The National Museum of Scotland is the country’s most popular tourist attraction, beating Edinburgh Castle into second place. The BBC reports that 1.81 million people visited the museum in 2016, a 16% rise on the previous year. Edinburgh Castle, which previously held the top spot, attracted 1.77 million people, a rise of 13% on 2015.
The Edinburgh museum features around 10,000 objects including the stuffed body of Dolly the Sheep, Assyrian sculptures, flags from the battle of Culloden, 11 of the Lewis chessmen and one of Elton John’s suits. Dolly was the first successful clone of a mammal from an adult cell.

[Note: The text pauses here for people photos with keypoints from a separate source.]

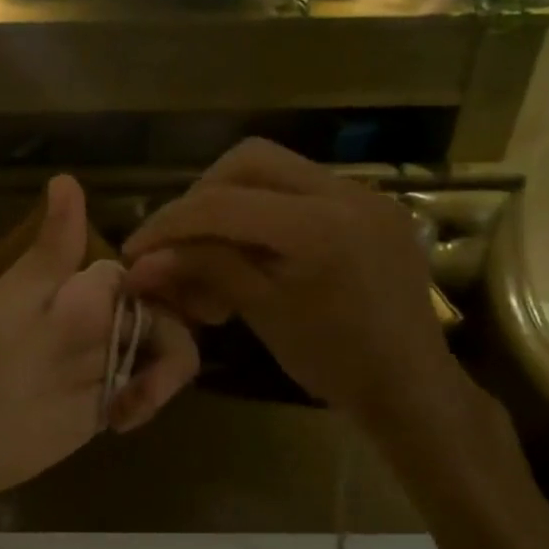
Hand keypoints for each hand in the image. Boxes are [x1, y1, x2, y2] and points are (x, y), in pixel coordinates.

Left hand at [0, 175, 196, 518]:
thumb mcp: (16, 302)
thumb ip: (52, 251)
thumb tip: (65, 178)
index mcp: (76, 289)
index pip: (141, 272)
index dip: (166, 281)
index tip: (173, 303)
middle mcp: (96, 320)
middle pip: (164, 312)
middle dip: (171, 341)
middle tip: (147, 382)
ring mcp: (102, 362)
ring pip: (163, 351)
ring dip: (164, 376)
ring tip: (130, 409)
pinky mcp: (103, 402)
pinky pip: (147, 390)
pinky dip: (148, 400)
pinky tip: (121, 422)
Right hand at [122, 139, 453, 425]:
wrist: (413, 386)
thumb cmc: (335, 362)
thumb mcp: (262, 312)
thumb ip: (203, 270)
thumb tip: (140, 262)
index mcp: (318, 227)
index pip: (221, 204)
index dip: (168, 224)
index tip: (135, 251)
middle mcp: (344, 192)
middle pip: (248, 161)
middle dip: (201, 195)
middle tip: (178, 238)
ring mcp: (364, 194)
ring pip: (276, 168)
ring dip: (232, 198)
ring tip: (212, 244)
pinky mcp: (371, 205)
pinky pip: (303, 188)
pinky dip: (266, 207)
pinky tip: (254, 245)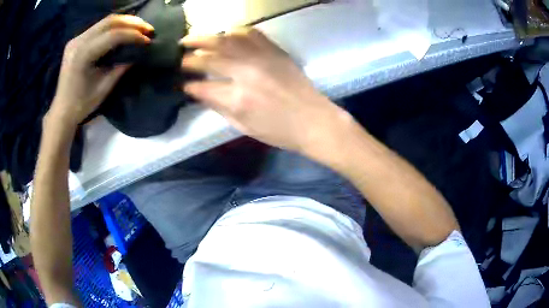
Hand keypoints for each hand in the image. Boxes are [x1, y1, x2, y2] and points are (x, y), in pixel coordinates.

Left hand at [47, 15, 152, 128]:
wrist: (62, 111)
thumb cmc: (81, 104)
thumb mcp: (103, 88)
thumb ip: (120, 68)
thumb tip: (136, 54)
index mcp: (82, 55)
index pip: (113, 36)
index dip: (133, 35)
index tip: (148, 39)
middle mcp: (78, 42)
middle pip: (109, 21)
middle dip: (131, 22)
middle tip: (147, 28)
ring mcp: (76, 39)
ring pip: (105, 21)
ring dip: (124, 22)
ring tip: (139, 27)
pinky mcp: (77, 41)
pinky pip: (99, 27)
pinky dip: (114, 26)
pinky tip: (124, 30)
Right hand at [180, 28, 352, 155]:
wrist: (314, 120)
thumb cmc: (279, 131)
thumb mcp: (243, 127)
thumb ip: (218, 107)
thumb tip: (198, 92)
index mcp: (237, 99)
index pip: (201, 87)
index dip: (186, 84)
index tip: (178, 83)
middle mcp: (246, 73)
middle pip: (209, 58)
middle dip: (188, 57)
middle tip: (177, 56)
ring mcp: (262, 58)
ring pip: (226, 40)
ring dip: (204, 37)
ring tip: (190, 38)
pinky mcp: (275, 50)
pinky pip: (250, 33)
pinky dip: (232, 32)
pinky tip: (223, 34)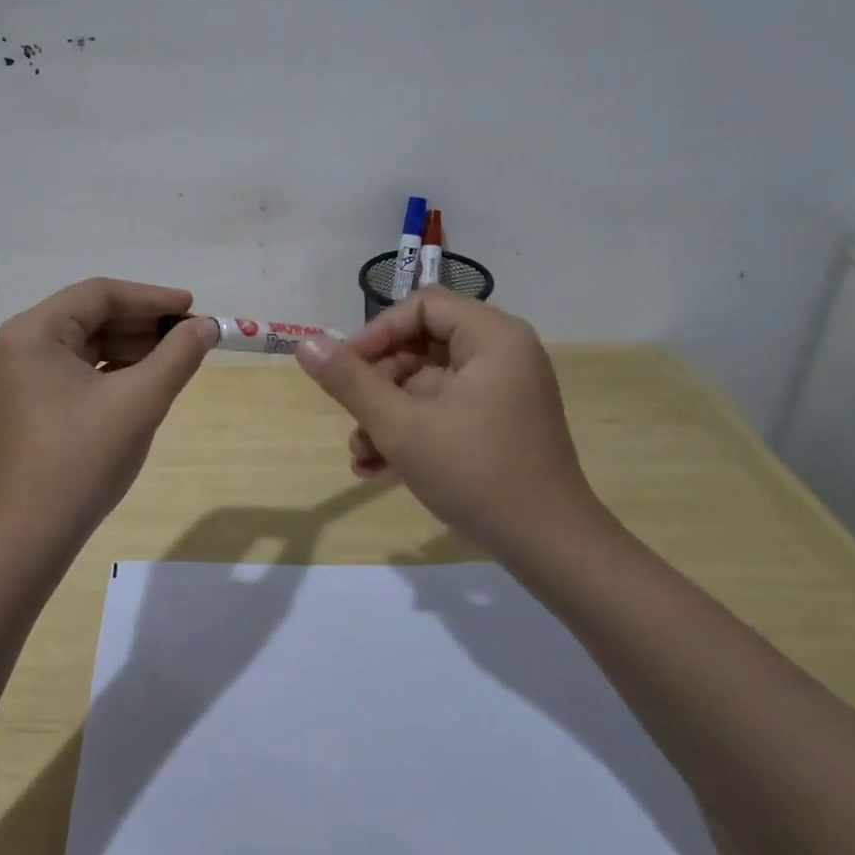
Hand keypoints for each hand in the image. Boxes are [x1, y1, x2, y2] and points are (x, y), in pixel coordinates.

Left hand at [0, 278, 216, 547]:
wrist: (32, 533)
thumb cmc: (83, 458)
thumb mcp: (140, 401)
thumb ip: (178, 356)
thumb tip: (207, 326)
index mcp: (33, 332)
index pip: (99, 294)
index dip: (152, 298)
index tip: (193, 308)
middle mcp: (22, 344)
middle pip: (92, 315)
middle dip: (144, 323)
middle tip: (192, 335)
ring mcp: (24, 375)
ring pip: (88, 343)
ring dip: (133, 346)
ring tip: (178, 357)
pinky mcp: (33, 402)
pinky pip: (80, 369)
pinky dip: (115, 369)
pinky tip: (148, 379)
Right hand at [293, 288, 616, 566]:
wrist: (550, 547)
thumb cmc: (476, 473)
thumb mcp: (401, 426)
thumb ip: (350, 381)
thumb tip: (304, 343)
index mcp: (492, 337)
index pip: (421, 307)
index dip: (376, 333)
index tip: (344, 369)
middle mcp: (502, 354)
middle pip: (422, 346)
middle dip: (377, 385)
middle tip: (351, 419)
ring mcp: (503, 391)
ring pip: (427, 385)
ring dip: (387, 415)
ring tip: (360, 456)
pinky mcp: (499, 424)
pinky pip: (445, 410)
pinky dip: (413, 431)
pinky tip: (378, 468)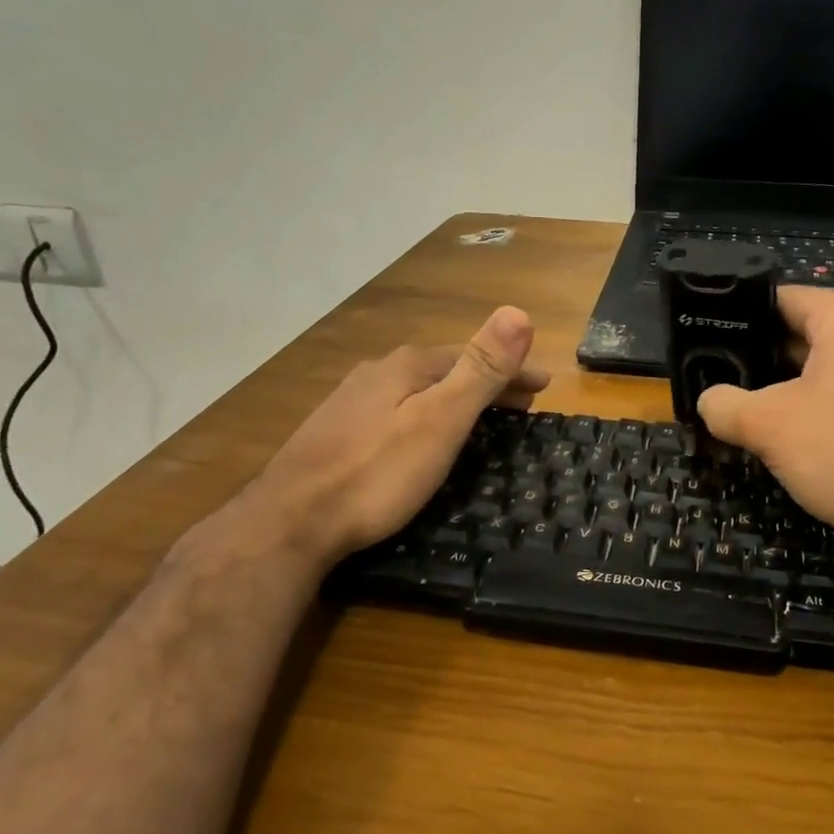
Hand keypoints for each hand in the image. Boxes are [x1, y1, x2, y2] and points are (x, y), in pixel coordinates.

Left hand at [242, 307, 547, 560]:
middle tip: (522, 406)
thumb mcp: (440, 420)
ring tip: (480, 419)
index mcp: (408, 365)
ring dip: (455, 398)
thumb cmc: (377, 473)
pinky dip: (426, 415)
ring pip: (419, 390)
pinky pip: (396, 410)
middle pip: (446, 371)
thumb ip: (480, 368)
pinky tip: (421, 434)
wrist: (289, 522)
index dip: (514, 370)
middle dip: (487, 384)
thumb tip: (518, 311)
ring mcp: (351, 401)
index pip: (475, 357)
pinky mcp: (335, 431)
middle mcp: (378, 372)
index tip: (544, 387)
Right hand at [696, 288, 833, 566]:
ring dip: (796, 385)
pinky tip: (805, 435)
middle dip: (767, 357)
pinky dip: (830, 404)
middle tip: (726, 380)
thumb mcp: (767, 426)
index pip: (783, 299)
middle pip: (810, 331)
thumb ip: (724, 404)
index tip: (710, 341)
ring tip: (757, 409)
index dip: (741, 318)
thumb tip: (708, 401)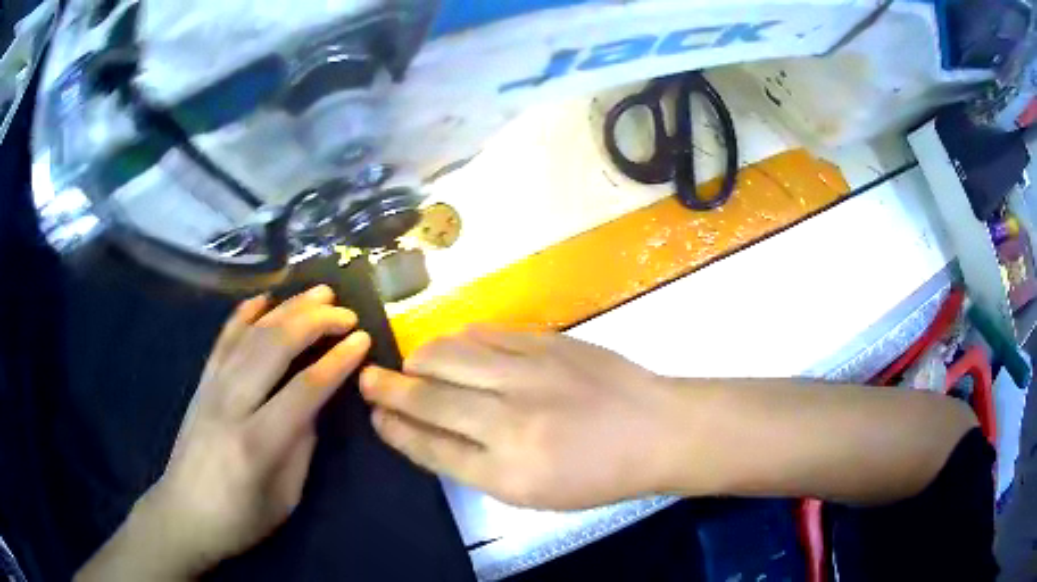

The museum opened 10 new galleries in 2016, focusing on art, fashion, science and technology. Entry is free, while Edinburgh Castle is £16.50 for adult entry. The castle towers above Edinburgh and contains 12th Century Mary’s Chapel (the oldest building in the city), the Scottish Crown Jewels, the Stone of Destiny and Mons Meg, a giant 15th century siege gun.
The top five is rounded out by the Scottish National Gallery in Edinburgh and Glasgow’s Kelvingrove and Riverside museums. Several other attractions prospered in 2016: Culloden Battlefield Visitor Centre’s visitor numbers rose over 20%, thanks in part to the famous battle featuring in the Outlander TV series. That figure was dwarfed by the Black Watch Castle & Museum in Perth, with a 1248% rise in numbers. The museum featured “Weeping Window”, a sculpture featuring thousands of handmade ceramic poppies commemorating those who died in World War One.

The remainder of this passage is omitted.